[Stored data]
*****
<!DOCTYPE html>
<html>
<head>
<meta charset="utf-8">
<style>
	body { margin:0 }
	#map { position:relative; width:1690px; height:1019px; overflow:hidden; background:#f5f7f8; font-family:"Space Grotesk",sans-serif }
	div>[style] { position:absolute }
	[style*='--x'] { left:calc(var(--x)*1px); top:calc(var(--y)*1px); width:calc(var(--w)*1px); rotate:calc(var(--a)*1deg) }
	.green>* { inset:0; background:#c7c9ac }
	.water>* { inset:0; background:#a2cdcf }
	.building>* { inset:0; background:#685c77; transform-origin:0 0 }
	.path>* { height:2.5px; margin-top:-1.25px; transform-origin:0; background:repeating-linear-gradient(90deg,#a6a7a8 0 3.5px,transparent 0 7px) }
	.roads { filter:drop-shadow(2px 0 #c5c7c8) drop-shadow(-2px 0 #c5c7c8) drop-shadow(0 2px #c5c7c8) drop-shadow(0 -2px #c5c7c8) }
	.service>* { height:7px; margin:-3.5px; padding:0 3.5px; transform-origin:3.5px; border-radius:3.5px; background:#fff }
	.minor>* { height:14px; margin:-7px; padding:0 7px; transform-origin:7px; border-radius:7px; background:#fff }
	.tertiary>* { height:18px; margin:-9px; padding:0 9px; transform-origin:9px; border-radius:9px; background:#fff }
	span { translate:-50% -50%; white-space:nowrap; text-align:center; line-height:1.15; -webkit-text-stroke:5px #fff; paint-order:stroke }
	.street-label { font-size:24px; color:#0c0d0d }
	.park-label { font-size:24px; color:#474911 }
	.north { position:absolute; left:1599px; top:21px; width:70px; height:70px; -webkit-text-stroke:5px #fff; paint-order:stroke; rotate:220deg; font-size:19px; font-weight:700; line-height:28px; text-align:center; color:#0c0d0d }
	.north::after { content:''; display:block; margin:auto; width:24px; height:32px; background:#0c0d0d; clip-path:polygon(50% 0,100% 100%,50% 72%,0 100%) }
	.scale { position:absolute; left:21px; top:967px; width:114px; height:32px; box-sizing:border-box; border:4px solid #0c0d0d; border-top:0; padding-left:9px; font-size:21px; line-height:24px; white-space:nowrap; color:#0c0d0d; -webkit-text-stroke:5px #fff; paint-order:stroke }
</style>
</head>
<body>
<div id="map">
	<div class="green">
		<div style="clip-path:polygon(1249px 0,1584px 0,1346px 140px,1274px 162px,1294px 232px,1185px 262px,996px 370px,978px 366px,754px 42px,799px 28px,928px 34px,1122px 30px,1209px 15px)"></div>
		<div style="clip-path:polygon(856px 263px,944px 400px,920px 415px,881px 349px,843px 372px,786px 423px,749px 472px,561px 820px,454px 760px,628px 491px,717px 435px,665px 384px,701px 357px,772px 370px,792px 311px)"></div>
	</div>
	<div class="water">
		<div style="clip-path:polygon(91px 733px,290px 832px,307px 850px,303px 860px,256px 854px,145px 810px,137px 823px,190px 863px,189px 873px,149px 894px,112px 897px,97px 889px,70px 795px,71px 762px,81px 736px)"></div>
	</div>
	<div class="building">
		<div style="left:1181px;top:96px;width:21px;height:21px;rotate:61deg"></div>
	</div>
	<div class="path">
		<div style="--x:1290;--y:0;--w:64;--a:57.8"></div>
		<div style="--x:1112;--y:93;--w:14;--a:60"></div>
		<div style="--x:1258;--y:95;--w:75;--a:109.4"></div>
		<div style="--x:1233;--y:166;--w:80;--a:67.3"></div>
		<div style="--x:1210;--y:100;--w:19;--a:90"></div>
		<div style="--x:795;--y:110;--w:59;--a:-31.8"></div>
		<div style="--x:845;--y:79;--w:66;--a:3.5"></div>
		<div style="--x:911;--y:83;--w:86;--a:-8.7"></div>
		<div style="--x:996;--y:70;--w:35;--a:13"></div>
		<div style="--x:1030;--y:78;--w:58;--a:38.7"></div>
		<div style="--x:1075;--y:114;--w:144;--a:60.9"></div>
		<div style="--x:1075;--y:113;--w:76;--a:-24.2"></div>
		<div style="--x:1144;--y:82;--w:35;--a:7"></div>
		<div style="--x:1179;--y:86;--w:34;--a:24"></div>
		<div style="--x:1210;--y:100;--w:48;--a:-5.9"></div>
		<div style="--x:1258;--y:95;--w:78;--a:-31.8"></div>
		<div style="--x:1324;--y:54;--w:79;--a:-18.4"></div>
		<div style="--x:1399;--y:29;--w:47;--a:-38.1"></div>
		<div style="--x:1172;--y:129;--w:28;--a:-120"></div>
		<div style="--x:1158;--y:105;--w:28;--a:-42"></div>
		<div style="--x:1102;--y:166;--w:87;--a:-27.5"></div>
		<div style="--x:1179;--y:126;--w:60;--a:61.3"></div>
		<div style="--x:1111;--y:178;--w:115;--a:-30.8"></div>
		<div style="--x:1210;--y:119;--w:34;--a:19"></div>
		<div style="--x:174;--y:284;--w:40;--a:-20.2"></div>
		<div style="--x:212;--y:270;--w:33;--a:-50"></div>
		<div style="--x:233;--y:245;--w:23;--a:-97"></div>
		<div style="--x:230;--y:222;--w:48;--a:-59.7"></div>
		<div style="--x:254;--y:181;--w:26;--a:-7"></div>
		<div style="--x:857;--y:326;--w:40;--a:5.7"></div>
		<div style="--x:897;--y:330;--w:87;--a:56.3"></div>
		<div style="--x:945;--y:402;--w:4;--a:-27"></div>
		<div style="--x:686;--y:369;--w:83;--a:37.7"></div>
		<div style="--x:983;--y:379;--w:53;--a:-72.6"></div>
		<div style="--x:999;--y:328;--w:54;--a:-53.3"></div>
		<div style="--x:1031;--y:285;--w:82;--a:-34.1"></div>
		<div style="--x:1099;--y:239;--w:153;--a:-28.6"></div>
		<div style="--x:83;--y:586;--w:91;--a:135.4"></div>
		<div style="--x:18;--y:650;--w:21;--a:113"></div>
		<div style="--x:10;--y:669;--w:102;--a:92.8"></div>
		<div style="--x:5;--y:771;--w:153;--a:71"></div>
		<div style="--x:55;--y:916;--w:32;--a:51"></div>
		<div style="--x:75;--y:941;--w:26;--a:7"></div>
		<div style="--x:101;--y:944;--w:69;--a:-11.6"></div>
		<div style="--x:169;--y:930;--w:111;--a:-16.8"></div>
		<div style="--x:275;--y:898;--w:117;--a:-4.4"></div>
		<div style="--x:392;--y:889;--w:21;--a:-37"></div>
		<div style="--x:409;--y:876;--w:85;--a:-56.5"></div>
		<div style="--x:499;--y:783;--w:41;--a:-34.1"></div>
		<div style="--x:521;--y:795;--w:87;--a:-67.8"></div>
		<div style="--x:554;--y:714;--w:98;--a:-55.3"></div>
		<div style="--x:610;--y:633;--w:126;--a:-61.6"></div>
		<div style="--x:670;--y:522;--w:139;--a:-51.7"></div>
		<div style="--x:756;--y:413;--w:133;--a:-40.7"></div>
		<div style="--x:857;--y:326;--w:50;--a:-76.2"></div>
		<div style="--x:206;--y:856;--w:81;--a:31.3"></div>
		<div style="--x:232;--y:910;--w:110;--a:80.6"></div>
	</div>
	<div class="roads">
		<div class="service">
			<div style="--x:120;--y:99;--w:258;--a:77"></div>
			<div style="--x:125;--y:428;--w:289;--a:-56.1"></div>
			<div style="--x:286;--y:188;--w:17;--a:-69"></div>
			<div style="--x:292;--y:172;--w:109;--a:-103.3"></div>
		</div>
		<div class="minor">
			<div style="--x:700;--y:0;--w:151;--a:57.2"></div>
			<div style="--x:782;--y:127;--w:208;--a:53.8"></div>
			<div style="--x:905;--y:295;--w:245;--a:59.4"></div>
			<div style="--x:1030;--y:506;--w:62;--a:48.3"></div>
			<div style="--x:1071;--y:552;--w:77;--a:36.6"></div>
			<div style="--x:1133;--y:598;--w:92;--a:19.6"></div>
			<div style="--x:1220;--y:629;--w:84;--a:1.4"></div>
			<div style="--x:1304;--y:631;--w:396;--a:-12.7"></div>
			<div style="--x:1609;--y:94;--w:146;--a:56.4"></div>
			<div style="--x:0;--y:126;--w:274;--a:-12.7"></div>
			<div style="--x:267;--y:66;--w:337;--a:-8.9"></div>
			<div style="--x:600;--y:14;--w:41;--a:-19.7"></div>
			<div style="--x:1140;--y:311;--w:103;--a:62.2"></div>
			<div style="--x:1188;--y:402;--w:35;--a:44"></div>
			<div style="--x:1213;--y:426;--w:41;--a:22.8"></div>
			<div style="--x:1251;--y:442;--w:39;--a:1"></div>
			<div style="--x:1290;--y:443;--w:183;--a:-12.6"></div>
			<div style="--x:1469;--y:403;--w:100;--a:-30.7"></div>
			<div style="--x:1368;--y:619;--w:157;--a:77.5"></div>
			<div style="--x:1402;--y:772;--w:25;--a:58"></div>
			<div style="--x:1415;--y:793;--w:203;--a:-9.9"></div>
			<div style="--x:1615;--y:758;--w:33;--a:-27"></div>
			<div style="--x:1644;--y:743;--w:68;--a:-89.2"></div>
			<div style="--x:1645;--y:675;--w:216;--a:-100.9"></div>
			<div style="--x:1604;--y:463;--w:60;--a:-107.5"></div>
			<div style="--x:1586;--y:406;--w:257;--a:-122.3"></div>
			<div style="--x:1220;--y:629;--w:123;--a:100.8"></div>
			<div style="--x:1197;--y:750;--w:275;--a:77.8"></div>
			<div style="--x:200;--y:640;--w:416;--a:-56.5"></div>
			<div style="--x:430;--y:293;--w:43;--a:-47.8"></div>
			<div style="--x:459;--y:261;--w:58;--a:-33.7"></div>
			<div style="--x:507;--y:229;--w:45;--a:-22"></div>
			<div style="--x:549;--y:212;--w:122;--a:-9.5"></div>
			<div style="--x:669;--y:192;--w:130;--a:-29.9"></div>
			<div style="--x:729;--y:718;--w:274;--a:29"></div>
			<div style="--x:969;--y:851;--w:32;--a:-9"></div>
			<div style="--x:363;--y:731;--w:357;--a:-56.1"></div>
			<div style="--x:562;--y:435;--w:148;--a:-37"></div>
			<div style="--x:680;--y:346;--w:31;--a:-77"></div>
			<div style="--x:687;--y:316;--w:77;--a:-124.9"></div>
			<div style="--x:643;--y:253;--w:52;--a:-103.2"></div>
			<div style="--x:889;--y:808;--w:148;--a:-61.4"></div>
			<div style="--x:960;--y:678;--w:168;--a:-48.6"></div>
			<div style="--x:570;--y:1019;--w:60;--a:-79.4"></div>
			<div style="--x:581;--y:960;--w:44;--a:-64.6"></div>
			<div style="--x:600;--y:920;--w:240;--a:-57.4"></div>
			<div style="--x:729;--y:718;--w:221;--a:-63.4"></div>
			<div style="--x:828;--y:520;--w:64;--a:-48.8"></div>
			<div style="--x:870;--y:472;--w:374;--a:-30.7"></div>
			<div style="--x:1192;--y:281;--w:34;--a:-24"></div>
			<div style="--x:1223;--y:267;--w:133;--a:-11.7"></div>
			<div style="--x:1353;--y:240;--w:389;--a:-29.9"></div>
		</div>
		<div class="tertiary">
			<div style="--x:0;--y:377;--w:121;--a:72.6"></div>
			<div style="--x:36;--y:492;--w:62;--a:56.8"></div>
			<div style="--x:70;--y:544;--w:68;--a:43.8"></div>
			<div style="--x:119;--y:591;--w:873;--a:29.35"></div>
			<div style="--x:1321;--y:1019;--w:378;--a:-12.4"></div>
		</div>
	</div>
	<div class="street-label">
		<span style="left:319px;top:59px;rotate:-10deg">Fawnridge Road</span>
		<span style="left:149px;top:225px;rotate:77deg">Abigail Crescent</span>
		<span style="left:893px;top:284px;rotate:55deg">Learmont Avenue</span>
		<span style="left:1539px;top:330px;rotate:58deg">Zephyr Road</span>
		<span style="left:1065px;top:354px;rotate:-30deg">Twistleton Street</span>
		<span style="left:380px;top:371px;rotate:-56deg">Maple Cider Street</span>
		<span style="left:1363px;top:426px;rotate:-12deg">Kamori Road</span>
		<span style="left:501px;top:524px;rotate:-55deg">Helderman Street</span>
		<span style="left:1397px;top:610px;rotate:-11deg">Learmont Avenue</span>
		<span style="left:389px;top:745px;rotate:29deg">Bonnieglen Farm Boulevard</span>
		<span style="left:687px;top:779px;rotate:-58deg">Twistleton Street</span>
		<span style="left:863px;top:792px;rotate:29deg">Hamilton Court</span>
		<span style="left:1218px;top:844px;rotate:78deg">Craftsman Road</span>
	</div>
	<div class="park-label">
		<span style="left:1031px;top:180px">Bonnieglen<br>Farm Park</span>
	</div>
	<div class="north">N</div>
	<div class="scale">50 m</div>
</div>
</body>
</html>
*****
→ PROBLEM STATEMENT:
Every line above in which the word "roads" occurs needs to be copied.

→ RESPONSE FOR THIS EXERCISE:
	.roads { filter:drop-shadow(2px 0 #c5c7c8) drop-shadow(-2px 0 #c5c7c8) drop-shadow(0 2px #c5c7c8) drop-shadow(0 -2px #c5c7c8) }
	<div class="roads">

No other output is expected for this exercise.